The Velvet Underground - Press Shot - Polydor

(Credits: Far Out / Polydor)

Sun 1 February 2026 3:30, UK

The Velvet Underground were never about playing it safe. In fact, they were the complete opposite, the kind of anti-radio-friendly entity whose songs about drugs and disillusionment seemed like an intentional move away from anything resembling the mainstream.

While that’s basically the literal definition of avant-garde, TVU didn’t wear it as a pretentious badge of honour; they were literally that – a low-key arthouse indie band that played by the rules of their own game and didn’t care who came along for the ride. So long as they stayed loyal to their own vision, that was what mattered. Mostly.

The trick came with the band’s debut album, The Velvet Underground & Nico. With Lou Reed’s critical lyricism and Nico’s foreign and otherworldly artistry, the record crossed over into everything the band became known for, with songs about heroin, urban anxiety and even sex work, with a sonic diversity that was even harder to categorise and an absolute nightmare for radio stations.

While they’d never intended for it to be accessible in those kinds of obvious ways, there did come a point during the album’s creation when it felt like a certain embellishment was missing.
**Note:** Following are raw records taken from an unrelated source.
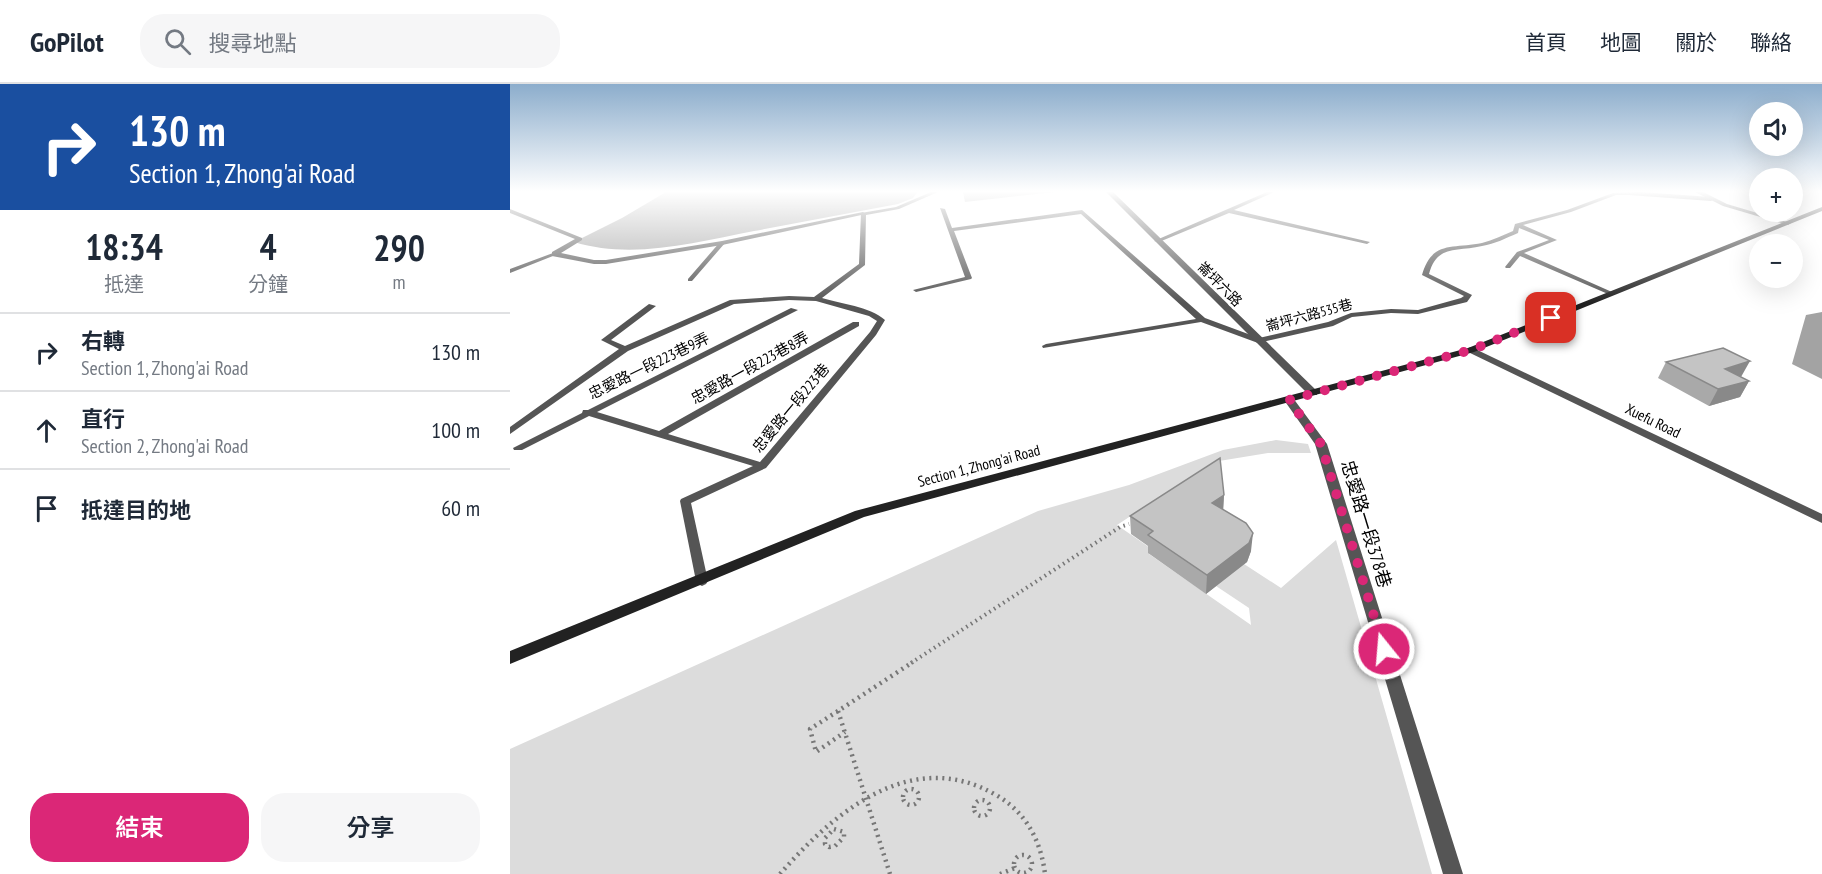 <!DOCTYPE html>
<html lang="zh-TW">
<meta charset="utf-8">
<style>
body{margin:0;font-family:"PT Sans Narrow","Noto Sans TC",sans-serif;background:#f6f6f7;color:#1f2937;height:100vh;display:flex;flex-direction:column;font-size:22px;white-space:nowrap}
*{box-sizing:border-box;margin:0}
p{font-size:20px;color:#747a83}
.icon{flex:none;width:33px;height:33px;fill:none;stroke:currentColor;stroke-width:2;stroke-linecap:round;stroke-linejoin:round}
.map{position:relative;flex:1;overflow:hidden}
.side{display:flex;flex-direction:column;background:#fff;width:510px}
.side>*{flex:none}
.guide{background:#1a4fa0;color:#fff;overflow:hidden}
.buttons{position:absolute;left:1239px;top:18px;display:grid;gap:12px}
.buttons a{display:grid;place-items:center;width:54px;height:54px;border-radius:50%;background:#fff;box-shadow:0 6px 24px #0002;font-size:30px}
.pin{position:absolute;display:grid;place-items:center;width:51px;height:51px;color:#fff;margin:-26px;border-radius:12px;box-shadow:0 3px 9px #0006}
.me{position:absolute;width:66px;margin:-33px;rotate:343deg;stroke-linejoin:round;filter:drop-shadow(0 0 4px #0008)}
.turn{display:flex;align-items:center;gap:21px;height:126px;padding:0 30px;font-size:27px}
.turn .icon{width:78px;height:78px;stroke-width:2.5}
.turn b{display:block;font-size:42px;line-height:51px}
.eta{display:flex;justify-content:space-evenly;align-items:center;height:102px;text-align:center}
.eta b{font-size:36px;font-weight:600;line-height:42px}
.primary-button{display:flex;gap:12px;margin-top:auto;padding:12px 30px}
.primary-button a{flex:1;height:69px;border-radius:24px;background:#db2777;color:#fff;font-size:24px;font-weight:600;line-height:69px;text-align:center}
.primary-button a+a{background:#f6f6f7;color:#1f2937}
ul{padding:0;list-style:none}
li{display:flex;align-items:center;gap:18px;height:78px;padding:0 30px;border-top:2px solid #e0e1e3}
li div{flex:1}
li b{display:block;font-size:22px}
li em{font-style:normal}
header{display:flex;align-items:center;gap:36px;box-sizing:border-box;height:84px;padding:0 30px;background:#fff;border-bottom:2px solid #e0e1e3}
header strong{font-size:28px}
nav{display:flex;gap:33px;margin-inline-start:auto;font-size:21px}
.search{width:420px;height:54px;background:#f6f6f7;display:flex;align-items:center;gap:15px;box-sizing:border-box;padding:0 21px;border-radius:24px;color:#747a83;font-size:22px}
main{display:flex;flex:1;min-height:0}
.map>svg:first-child{display:block}
.green{fill:#dcdcdc}
.water{fill:#a3a3a3}
.lines{fill:none;stroke-linecap:round;stroke-linejoin:round}
.path-far1{stroke:#777;stroke-width:4;stroke-dasharray:1.5 4;stroke-linecap:butt}
.path{stroke:#777;stroke-width:4.5;stroke-dasharray:2 4.5;stroke-linecap:butt}
.lane{fill:#555;fill-rule:evenodd}
.street{fill:#555;fill-rule:evenodd}
.secondary{fill:#222;fill-rule:evenodd}
.wall{fill:#a9a9a9}
.shaded-wall{fill:#898989}
.building{fill:#c4c4c4;stroke:#898989;stroke-width:1.5}
.route{stroke:#db2777;stroke-width:10;stroke-dasharray:0 18}
.labels{text-anchor:middle;stroke-width:5;stroke-linejoin:round;paint-order:stroke}
.far-street-label{font-size:14px;fill:#000;stroke:#fff}
.street-label{font-size:15px;fill:#000;stroke:#fff}
.near-street-label{font-size:18px;fill:#000;stroke:#fff}
</style>
<header>
<strong>GoPilot</strong>
<div class="search"><svg class="icon" aria-label="search" viewBox="0 0 24 24"><circle cx="10" cy="10" r="6"/><path d="M15 15l6 6"/></svg>搜尋地點</div>
<nav><a>首頁</a><a>地圖</a><a>關於</a><a>聯絡</a></nav>
</header>
<main>
<section class="side">
<div class="guide">
<div class="turn"><svg class="icon" aria-label="right" viewBox="0 0 24 24"><path d="M7 20v-9h11M14 6l5 5-5 5"/></svg><div><b>130 m</b>Section 1, Zhong'ai Road</div></div>
</div>
<div class="eta">
<div><b>18:34</b><p>抵達</p></div>
<div><b>4</b><p>分鐘</p></div>
<div><b>290</b><p>m</p></div>
</div>
<ul>
<li><svg class="icon" aria-label="right" viewBox="0 0 24 24"><path d="M7 20v-9h11M14 6l5 5-5 5"/></svg><div><b>右轉</b><p>Section 1, Zhong'ai Road</p></div><em>130 m</em></li>
<li><svg class="icon" aria-label="ahead" viewBox="0 0 24 24"><path d="M12 20V5M6 11l6-6 6 6"/></svg><div><b>直行</b><p>Section 2, Zhong'ai Road</p></div><em>100 m</em></li>
<li><svg class="icon" aria-label="arrive" viewBox="0 0 24 24"><path d="M6 21V4h12l-3 4 3 4H6"/></svg><div><b>抵達目的地</b></div><em>60 m</em></li>
</ul>
<div class="primary-button"><a>結束</a><a>分享</a></div>
</section>
<div class="map">
<svg width="1312" height="790" viewBox="0 0 1312 790">
<rect width="100%" height="100%" fill="#fff"/>
<path class="green" d="M766 356 798 360 801 369H758L703 378 607 441 643 466 639 470 741 541 739 524 706 502 734 480 771 504 826 456 922 790H0V665L528 427 619 401 713 366Z"/>
<path class="water" d="M156 108H406L407 109 403 114 388 120C340 129 292 138 244 147 186 158 123 176 64 158L112 134Z
M453 108H545L455 118Z
M1312 228V295L1282 280 1296 231Z"/>
<g class="lines">
<path class="path-far1" d="M401 579 610 443 619 440"/>
<path class="path" d="M328 627 300 645 306 668 335 648
M393 713a8 8 0 1 1 16 0a8 8 0 1 1-16 0Z
M464 724a8 8 0 1 1 16 0a8 8 0 1 1-16 0Z
M324 745 334 748V753L325 762 319 763 315 760V754Z
M504 780a9 9 0 1 1 18 0a9 9 0 1 1-18 0Z
M270 790C324 728 402 662 486 711 516 728 531 757 535 790
M380 790 328 627 403 578
M490 790 505 784"/>
<path class="lane" d="M421 108H428L389 125 356 131 355 181 312 214C331 220 359 222 375 236L366 251 256 384 181 419 198 497 196 500 192 502 188 500 186 497 170 417 171 415 243 382 79 332 12 366H4L3 364 72 329 73 326H78L281 224 288 226 87 328 149 347 343 238H349V242L158 350 250 378 360 248 367 237 359 232 306 217 279 216 224 220 118 267 0 350V343L109 265 91 256 139 220 146 222 101 256 115 262 220 216 279 212 304 213 349 180 351 129 386 123Z
M757 108H764L724 126 860 158 857 160 719 129 649 158 644 157Z
M1130 108 1201 113 1204 115 1201 117 1119 111H1106L1061 128 1013 141 1047 156 1014 169 1102 208V210H1098L1010 172 1000 184H996L995 183 1007 168 1039 156 1009 144 1008 149C996 154 985 160 972 162 947 168 927 160 919 190L960 210 962 211 957 218 908 230 881 229 842 233 823 242 748 259 691 238 533 264 532 262 536 260 686 235 571 130 444 147 462 194 461 195 406 208 403 206 455 193 430 124 435 125 442 144 572 126 695 234 749 254 818 238 841 229 881 225 908 226 951 214 954 212 912 191C922 156 943 165 972 159 983 156 993 151 1003 147L1005 140 1057 126 1103 109Z
M210 158 215 159 182 197H178V195Z
M43 169 48 170 0 189V185Z"/>
<path class="street" d="M596 108H603L807 307V311H799Z
M1185 108H1193L1217 120 1281 139 1278 141 1213 122Z
M0 125 72 154V156L51 169 84 176H96L212 157 353 128 356 130 212 161 96 180H84L42 172V168L65 155 0 129Z
M961 263 1312 430V439L958 268V264Z
M779 313 783 314 817 360 953 790H933L805 360 774 316Z"/>
<path class="secondary" d="M1312 123V127L964 268 354 433 0 580V567L345 427 958 264Z"/>
</g>
<path class="wall" d="M1156 278 1231 293 1239 297 1230 313 1199 322 1148 294Z
M714 411 713 426 741 467 737 478 696 510 638 469V462L621 450 620 432Z"/>
<path class="shaded-wall" d="M1240 277 1231 293 1215 285Z
M1239 297 1230 313 1199 322 1208 305Z
M714 411 713 429 702 419Z
M743 449 741 467 737 478 696 510 697 491Z"/>
<path class="building" d="M1213 264 1240 277 1215 285 1239 297 1208 305 1156 278Z
M710 374 714 411 702 419 736 439 743 449 739 459 697 491 638 451 643 447 620 432Z"/>
<linearGradient id="sky" x2="0" y2="1"><stop stop-color="#8cadcc"/><stop offset="0.49" stop-color="#fff"/><stop offset="1" stop-color="#fff" stop-opacity="0"/></linearGradient>
<rect width="1312" height="219" fill="url(#sky)"/>
<g class="lines">
<path class="route" d="M874 565 811 360 779 316 961 266 1041 234"/>
</g>
<g class="labels">
<g class="far-street-label">
<text transform="translate(710 200) rotate(45)" y="5">崙坪六路</text>
<text transform="translate(799 231) rotate(-15)" y="5">崙坪六路535巷</text>
</g>
<g class="street-label">
<text transform="translate(139 282) rotate(-26)" y="5">忠愛路一段223巷9弄</text>
<text transform="translate(240 284) rotate(-29)" y="5">忠愛路一段223巷8弄</text>
<text transform="translate(281 324) rotate(-50)" y="5">忠愛路一段223巷</text>
<text transform="translate(1143 337) rotate(26)" y="5">Xuefu Road</text>
<text transform="translate(469 382) rotate(-15)" y="5">Section 1, Zhong'ai Road</text>
</g>
<g class="near-street-label">
<text transform="translate(856 440) rotate(73)" y="6">忠愛路一段378巷</text>
</g>
</g>
</svg>
<div class="buttons">
<a><svg class="icon" aria-label="sound" viewBox="0 0 24 24"><path d="M4 9h4l5-4v14l-5-4H4zM17 9q2 3 0 6"/></svg></a>
<a>+</a>
<a>−</a>
</div>
<div class="pin" style="left:1041px;top:234px;background:#d93025"><svg class="icon" aria-label="arrive" viewBox="0 0 24 24"><path d="M6 21V4h12l-3 4 3 4H6"/></svg></div>
<svg class="me" style="left:874px;top:565px" viewBox="-20 -20 40 40"><circle r="17" fill="#db2777" stroke="#fff" stroke-width="3"/><path d="M0-11L8 9 0 5-8 9z" fill="#fff"/></svg>
</div>
</main>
They had almost everything they needed, from the delicate considerations of ‘I’ll Be Your Mirror’ to the more controversial ‘Heroine’, but as far as the song that would become the record’s gateway, the one that would give it all context and immediate impact, they hadn’t quite got what they wanted.

‘Sunday Morning’ was a last-minute affair that shifted into its own thing after Andy Warhol encouraged Reed to write a song about paranoia. According to Reed, this then turned into, “Watch out, the world’s behind you, there’s always someone around you who will call… It’s nothing at all”, which captures the general unease of being watched. 

It’s a heavy message for something that sounds so lighthearted and clean, but that’s the point, too. They’d wanted something more accessible, a point of entry for those listening to their music for the first time on the radio, that took the core of what they were and watered it down, almost. According to Reed, it was producer Tom Wilson who made the song what it was in the end.

“Andy absorbed all the flak,” he said. “Then MGM said they wanted to bring in a real producer, Tom Wilson. So that’s how you got ‘Sunday Morning’, with all those overdubs—the viola in the back, Nico chanting. But he couldn’t undo what had already been done.”

Hence, while a song about paranoia might have been dark enough to fit into the broader themes, it was Wilson who made it what it was in the end – something where those elements are hidden beneath the surface with more open and approachable flavourings, without compromising on who the band were at that moment in time. 

And the payoff speaks for itself. Maybe not in terms of immediate success, as there was barely any at all, but the song became one of their most career-defining tracks, no doubt contributing to its enduring legacy as the record that essentially sparked an entire generation of aspiring musicians. As the Brian Eno quote goes, not many people bought the record at the time, but “everyone who bought one of those 30,000 copies started a band”.